Putting in Solar, I was pushed onto the "Time of Use" rate. Currently, it is 23 cents per KWH all day except for 4 pm to 9 pm when it goes to 43 cents per KWH.
I am beyond impressed by what you have been able to do! Being an "Occam's Razor" kind of guy, I don't want to be pushed anywhere, but just want to pay my tier 1 rates and have an off-grid solar-charged battery to cover my excess power needs. My search continues . . . ☀️
 
If you setup a true "Zero Export" system, you do not even need to talk to your utility and you stay on your tiered power. But you should still get a permit and have the system inspected by the local building department.
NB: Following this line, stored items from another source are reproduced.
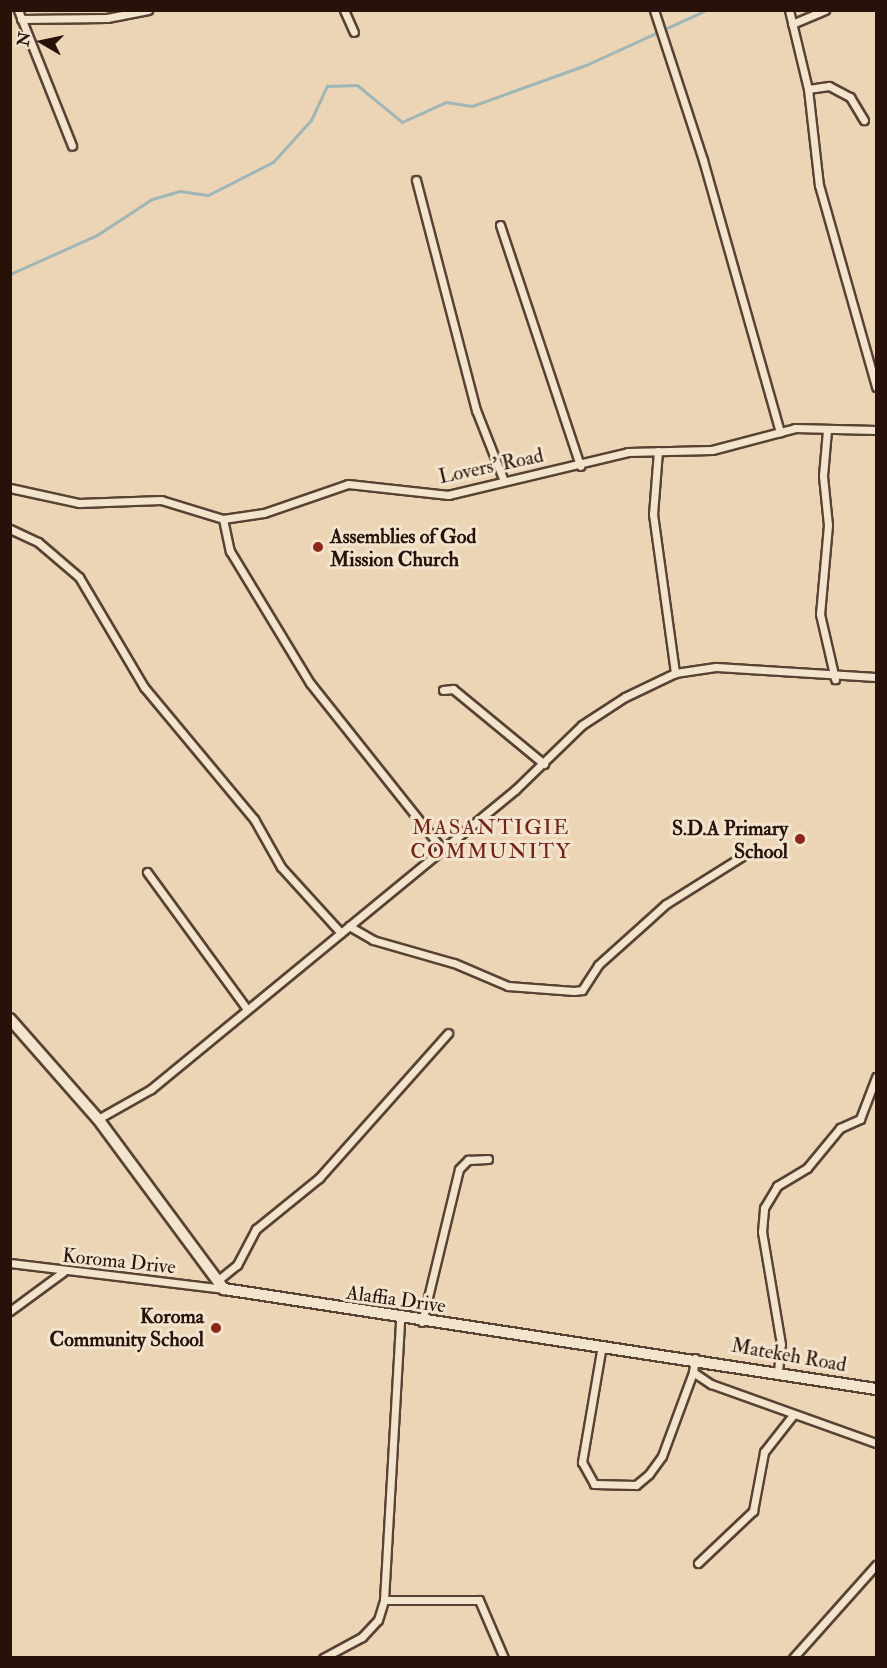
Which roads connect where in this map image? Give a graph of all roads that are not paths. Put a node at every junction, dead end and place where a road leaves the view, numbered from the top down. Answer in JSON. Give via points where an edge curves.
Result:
{"nodes":[{"id":1,"x":18,"y":10,"type":"edge"},
{"id":2,"x":147,"y":10,"type":"edge"},
{"id":3,"x":345,"y":10,"type":"edge"},
{"id":4,"x":654,"y":10,"type":"edge"},
{"id":5,"x":789,"y":10,"type":"edge"},
{"id":6,"x":825,"y":10,"type":"edge"},
{"id":7,"x":21,"y":19,"type":"junction"},
{"id":8,"x":792,"y":24,"type":"junction"},
{"id":9,"x":354,"y":32,"type":"dead end"},
{"id":10,"x":808,"y":89,"type":"junction"},
{"id":11,"x":864,"y":120,"type":"dead end"},
{"id":12,"x":72,"y":146,"type":"dead end"},
{"id":13,"x":416,"y":180,"type":"dead end"},
{"id":14,"x":500,"y":225,"type":"dead end"},
{"id":15,"x":876,"y":387,"type":"edge"},
{"id":16,"x":827,"y":430,"type":"junction"},
{"id":17,"x":876,"y":430,"type":"edge"},
{"id":18,"x":780,"y":432,"type":"junction"},
{"id":19,"x":658,"y":451,"type":"junction"},
{"id":20,"x":580,"y":466,"type":"junction"},
{"id":21,"x":504,"y":481,"type":"junction"},
{"id":22,"x":10,"y":488,"type":"edge"},
{"id":23,"x":223,"y":519,"type":"junction"},
{"id":24,"x":10,"y":529,"type":"edge"},
{"id":25,"x":675,"y":673,"type":"junction"},
{"id":26,"x":876,"y":677,"type":"edge"},
{"id":27,"x":835,"y":679,"type":"junction"},
{"id":28,"x":443,"y":690,"type":"dead end"},
{"id":29,"x":544,"y":764,"type":"junction"},
{"id":30,"x":442,"y":849,"type":"junction"},
{"id":31,"x":741,"y":857,"type":"dead end"},
{"id":32,"x":147,"y":872,"type":"dead end"},
{"id":33,"x":349,"y":926,"type":"junction"},
{"id":34,"x":341,"y":933,"type":"junction"},
{"id":35,"x":246,"y":1008,"type":"junction"},
{"id":36,"x":10,"y":1019,"type":"edge"},
{"id":37,"x":448,"y":1032,"type":"dead end"},
{"id":38,"x":876,"y":1077,"type":"edge"},
{"id":39,"x":98,"y":1119,"type":"junction"},
{"id":40,"x":488,"y":1159,"type":"dead end"},
{"id":41,"x":10,"y":1263,"type":"edge"},
{"id":42,"x":63,"y":1272,"type":"junction"},
{"id":43,"x":220,"y":1285,"type":"junction"},
{"id":44,"x":10,"y":1311,"type":"edge"},
{"id":45,"x":400,"y":1319,"type":"junction"},
{"id":46,"x":422,"y":1322,"type":"junction"},
{"id":47,"x":602,"y":1345,"type":"junction"},
{"id":48,"x":695,"y":1358,"type":"junction"},
{"id":49,"x":778,"y":1371,"type":"junction"},
{"id":50,"x":693,"y":1372,"type":"junction"},
{"id":51,"x":876,"y":1389,"type":"edge"},
{"id":52,"x":793,"y":1415,"type":"junction"},
{"id":53,"x":876,"y":1443,"type":"edge"},
{"id":54,"x":698,"y":1563,"type":"dead end"},
{"id":55,"x":876,"y":1565,"type":"edge"},
{"id":56,"x":384,"y":1600,"type":"junction"},
{"id":57,"x":323,"y":1658,"type":"edge"},
{"id":58,"x":504,"y":1658,"type":"edge"},
{"id":59,"x":793,"y":1658,"type":"edge"}],
"edges":[{"from":1,"to":7,"type":"street"},
{"from":2,"to":7,"type":"street","via":[[107,18]]},
{"from":3,"to":9,"type":"street"},
{"from":4,"to":18,"type":"street","via":[[671,54]]},
{"from":5,"to":8,"type":"street"},
{"from":6,"to":8,"type":"street"},
{"from":7,"to":12,"type":"street"},
{"from":8,"to":10,"type":"street"},
{"from":10,"to":11,"type":"street","via":[[828,86],[850,97]]},
{"from":10,"to":15,"type":"street","via":[[819,184]]},
{"from":13,"to":21,"type":"street","via":[[476,410]]},
{"from":14,"to":20,"type":"street"},
{"from":16,"to":17,"type":"street","name":"Lovers' Road"},
{"from":16,"to":18,"type":"street","name":"Lovers' Road"},
{"from":16,"to":27,"type":"street","via":[[823,476],[828,525],[820,614]]},
{"from":18,"to":19,"type":"street","name":"Lovers' Road","via":[[712,450]]},
{"from":19,"to":20,"type":"street","name":"Lovers' Road","via":[[618,454]]},
{"from":19,"to":25,"type":"street","via":[[653,514]]},
{"from":20,"to":21,"type":"street","name":"Lovers' Road"},
{"from":21,"to":23,"type":"street","name":"Lovers' Road","via":[[436,496],[348,484],[264,513]]},
{"from":22,"to":23,"type":"street","name":"Lovers' Road","via":[[79,503],[161,501]]},
{"from":23,"to":30,"type":"street","via":[[230,551],[310,683]]},
{"from":24,"to":34,"type":"street","via":[[38,542],[75,572],[144,687],[254,819],[281,867]]},
{"from":25,"to":27,"type":"street","via":[[716,667]]},
{"from":25,"to":29,"type":"street","via":[[582,725]]},
{"from":26,"to":27,"type":"street"},
{"from":28,"to":29,"type":"street","via":[[453,689]]},
{"from":29,"to":30,"type":"street"},
{"from":30,"to":33,"type":"street"},
{"from":31,"to":33,"type":"street","via":[[666,904],[598,965],[582,990],[508,986],[454,963],[373,940]]},
{"from":32,"to":35,"type":"street"},
{"from":33,"to":34,"type":"street"},
{"from":34,"to":35,"type":"street"},
{"from":35,"to":39,"type":"street","via":[[151,1089]]},
{"from":36,"to":39,"type":"street"},
{"from":37,"to":43,"type":"street","via":[[319,1178],[256,1228],[237,1265]]},
{"from":38,"to":49,"type":"street","via":[[860,1119],[840,1128],[807,1168],[777,1186],[764,1208],[762,1232],[781,1344]]},
{"from":39,"to":43,"type":"street"},
{"from":40,"to":46,"type":"street","via":[[468,1161],[459,1169]]},
{"from":41,"to":42,"type":"street","name":"Koroma Drive"},
{"from":42,"to":43,"type":"street","name":"Koroma Drive"},
{"from":42,"to":44,"type":"street"},
{"from":43,"to":45,"type":"street","name":"Alaffia Drive"},
{"from":45,"to":46,"type":"street","name":"Alaffia Drive"},
{"from":45,"to":56,"type":"street"},
{"from":46,"to":47,"type":"street","name":"Alaffia Drive"},
{"from":47,"to":48,"type":"street","name":"Alaffia Drive"},
{"from":47,"to":50,"type":"street","via":[[582,1462],[594,1484],[636,1485],[649,1474],[662,1456]]},
{"from":48,"to":49,"type":"street","name":"Matekeh Road"},
{"from":48,"to":50,"type":"street"},
{"from":49,"to":51,"type":"street","name":"Matekeh Road"},
{"from":50,"to":52,"type":"street"},
{"from":52,"to":53,"type":"street"},
{"from":52,"to":54,"type":"street","via":[[764,1452],[753,1511]]},
{"from":55,"to":59,"type":"street"},
{"from":56,"to":57,"type":"street","via":[[378,1620],[362,1637]]},
{"from":56,"to":58,"type":"street","via":[[479,1600]]}]}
As long as you do not export power, the utility has no say in how you use power on your side of the meter. But if you push the meter backwards, you will get "caught". The Sol-Ark, Outback SkyBox, a Schneider system, and others can all be setup for zero export. Basically, you would be setting up in Hawaii HECO H14 mode. They do not allow any export in Hawaii on new installs now.

It was a bit of a balancing act for me. The way zero export works is your system has to just throw away power wen your batteries are full and your consumption is being met. The more storage battery you have, the less you will likely have to just toss out, but you have to weight that against the "Time of Use" credit you might get. My solar still exports at up to 1,600 watts while the sun is up, even while charging my battery up. If I was in zero export mode, that is a chunk of energy I would just be throwing away. I did the math on a few days a while back, and I typically have been exporting 5 to 7 KWH during the day, and then buying it back between 10 pm and 8 am the next morning after my battery falls to my reserve cutoff setting. I do that so I can keep over 7 KWH in the battery in case there is a power failure. If I had about double the battery capacity, I could keep running my house on the batteries all night until the sun comes up, and then charge harder so I would not export, but that is going to cost more. Is it worth it? "Storing" that 7 KWH's in the grid is cheaper than the batteries. But if you can't store in the grid, you don't have that option.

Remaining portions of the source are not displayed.